Task prompt: Print the entries once more, unchanged.

Source material:

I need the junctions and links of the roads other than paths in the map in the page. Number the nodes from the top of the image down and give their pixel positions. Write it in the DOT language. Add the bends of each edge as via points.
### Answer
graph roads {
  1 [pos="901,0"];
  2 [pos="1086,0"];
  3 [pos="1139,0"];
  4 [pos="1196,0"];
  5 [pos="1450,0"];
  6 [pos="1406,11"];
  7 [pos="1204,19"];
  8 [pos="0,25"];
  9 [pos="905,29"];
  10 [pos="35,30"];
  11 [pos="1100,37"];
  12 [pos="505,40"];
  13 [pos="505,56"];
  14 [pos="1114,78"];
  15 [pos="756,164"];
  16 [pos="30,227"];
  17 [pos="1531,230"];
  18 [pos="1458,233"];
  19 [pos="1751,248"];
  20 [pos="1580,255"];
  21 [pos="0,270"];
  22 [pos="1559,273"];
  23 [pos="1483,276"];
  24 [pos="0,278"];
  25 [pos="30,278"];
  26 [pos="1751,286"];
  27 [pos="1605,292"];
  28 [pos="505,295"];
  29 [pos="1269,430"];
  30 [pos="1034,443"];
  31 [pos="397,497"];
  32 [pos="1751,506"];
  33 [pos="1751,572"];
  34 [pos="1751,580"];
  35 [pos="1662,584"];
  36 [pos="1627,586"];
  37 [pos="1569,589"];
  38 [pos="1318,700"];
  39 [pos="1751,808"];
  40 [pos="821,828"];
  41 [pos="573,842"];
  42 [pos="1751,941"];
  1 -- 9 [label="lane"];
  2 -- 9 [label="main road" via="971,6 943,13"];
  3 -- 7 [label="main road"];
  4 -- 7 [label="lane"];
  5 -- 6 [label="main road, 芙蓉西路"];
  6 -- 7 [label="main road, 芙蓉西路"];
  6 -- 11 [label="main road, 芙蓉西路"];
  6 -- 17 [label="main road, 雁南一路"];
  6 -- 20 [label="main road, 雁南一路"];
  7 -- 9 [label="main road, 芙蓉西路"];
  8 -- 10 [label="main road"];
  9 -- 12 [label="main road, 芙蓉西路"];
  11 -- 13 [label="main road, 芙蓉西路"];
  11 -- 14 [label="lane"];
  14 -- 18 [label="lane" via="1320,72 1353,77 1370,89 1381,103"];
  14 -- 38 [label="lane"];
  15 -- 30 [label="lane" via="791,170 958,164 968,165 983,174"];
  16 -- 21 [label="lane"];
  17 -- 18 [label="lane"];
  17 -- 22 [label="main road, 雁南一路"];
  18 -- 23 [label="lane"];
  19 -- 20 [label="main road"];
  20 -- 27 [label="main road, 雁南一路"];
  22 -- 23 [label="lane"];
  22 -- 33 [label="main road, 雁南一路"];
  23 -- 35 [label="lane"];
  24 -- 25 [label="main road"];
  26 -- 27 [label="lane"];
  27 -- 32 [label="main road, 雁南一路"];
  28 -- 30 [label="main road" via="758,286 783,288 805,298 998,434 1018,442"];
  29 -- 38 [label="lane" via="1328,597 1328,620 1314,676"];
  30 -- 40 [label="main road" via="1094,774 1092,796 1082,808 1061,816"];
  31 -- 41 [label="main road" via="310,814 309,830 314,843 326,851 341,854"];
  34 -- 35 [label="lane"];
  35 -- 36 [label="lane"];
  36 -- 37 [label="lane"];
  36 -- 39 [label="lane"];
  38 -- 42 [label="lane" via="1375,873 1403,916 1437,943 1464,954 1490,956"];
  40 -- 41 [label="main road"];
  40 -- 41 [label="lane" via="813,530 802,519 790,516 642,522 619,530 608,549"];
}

Response for this exercise:
I need the junctions and links of the roads other than paths in the map in the page. Number the nodes from the top of the image down and give their pixel positions. Write it in the DOT language. Add the bends of each edge as via points.
### Answer
graph roads {
  1 [pos="901,0"];
  2 [pos="1086,0"];
  3 [pos="1139,0"];
  4 [pos="1196,0"];
  5 [pos="1450,0"];
  6 [pos="1406,11"];
  7 [pos="1204,19"];
  8 [pos="0,25"];
  9 [pos="905,29"];
  10 [pos="35,30"];
  11 [pos="1100,37"];
  12 [pos="505,40"];
  13 [pos="505,56"];
  14 [pos="1114,78"];
  15 [pos="756,164"];
  16 [pos="30,227"];
  17 [pos="1531,230"];
  18 [pos="1458,233"];
  19 [pos="1751,248"];
  20 [pos="1580,255"];
  21 [pos="0,270"];
  22 [pos="1559,273"];
  23 [pos="1483,276"];
  24 [pos="0,278"];
  25 [pos="30,278"];
  26 [pos="1751,286"];
  27 [pos="1605,292"];
  28 [pos="505,295"];
  29 [pos="1269,430"];
  30 [pos="1034,443"];
  31 [pos="397,497"];
  32 [pos="1751,506"];
  33 [pos="1751,572"];
  34 [pos="1751,580"];
  35 [pos="1662,584"];
  36 [pos="1627,586"];
  37 [pos="1569,589"];
  38 [pos="1318,700"];
  39 [pos="1751,808"];
  40 [pos="821,828"];
  41 [pos="573,842"];
  42 [pos="1751,941"];
  1 -- 9 [label="lane"];
  2 -- 9 [label="main road" via="971,6 943,13"];
  3 -- 7 [label="main road"];
  4 -- 7 [label="lane"];
  5 -- 6 [label="main road, 芙蓉西路"];
  6 -- 7 [label="main road, 芙蓉西路"];
  6 -- 11 [label="main road, 芙蓉西路"];
  6 -- 17 [label="main road, 雁南一路"];
  6 -- 20 [label="main road, 雁南一路"];
  7 -- 9 [label="main road, 芙蓉西路"];
  8 -- 10 [label="main road"];
  9 -- 12 [label="main road, 芙蓉西路"];
  11 -- 13 [label="main road, 芙蓉西路"];
  11 -- 14 [label="lane"];
  14 -- 18 [label="lane" via="1320,72 1353,77 1370,89 1381,103"];
  14 -- 38 [label="lane"];
  15 -- 30 [label="lane" via="791,170 958,164 968,165 983,174"];
  16 -- 21 [label="lane"];
  17 -- 18 [label="lane"];
  17 -- 22 [label="main road, 雁南一路"];
  18 -- 23 [label="lane"];
  19 -- 20 [label="main road"];
  20 -- 27 [label="main road, 雁南一路"];
  22 -- 23 [label="lane"];
  22 -- 33 [label="main road, 雁南一路"];
  23 -- 35 [label="lane"];
  24 -- 25 [label="main road"];
  26 -- 27 [label="lane"];
  27 -- 32 [label="main road, 雁南一路"];
  28 -- 30 [label="main road" via="758,286 783,288 805,298 998,434 1018,442"];
  29 -- 38 [label="lane" via="1328,597 1328,620 1314,676"];
  30 -- 40 [label="main road" via="1094,774 1092,796 1082,808 1061,816"];
  31 -- 41 [label="main road" via="310,814 309,830 314,843 326,851 341,854"];
  34 -- 35 [label="lane"];
  35 -- 36 [label="lane"];
  36 -- 37 [label="lane"];
  36 -- 39 [label="lane"];
  38 -- 42 [label="lane" via="1375,873 1403,916 1437,943 1464,954 1490,956"];
  40 -- 41 [label="main road"];
  40 -- 41 [label="lane" via="813,530 802,519 790,516 642,522 619,530 608,549"];
}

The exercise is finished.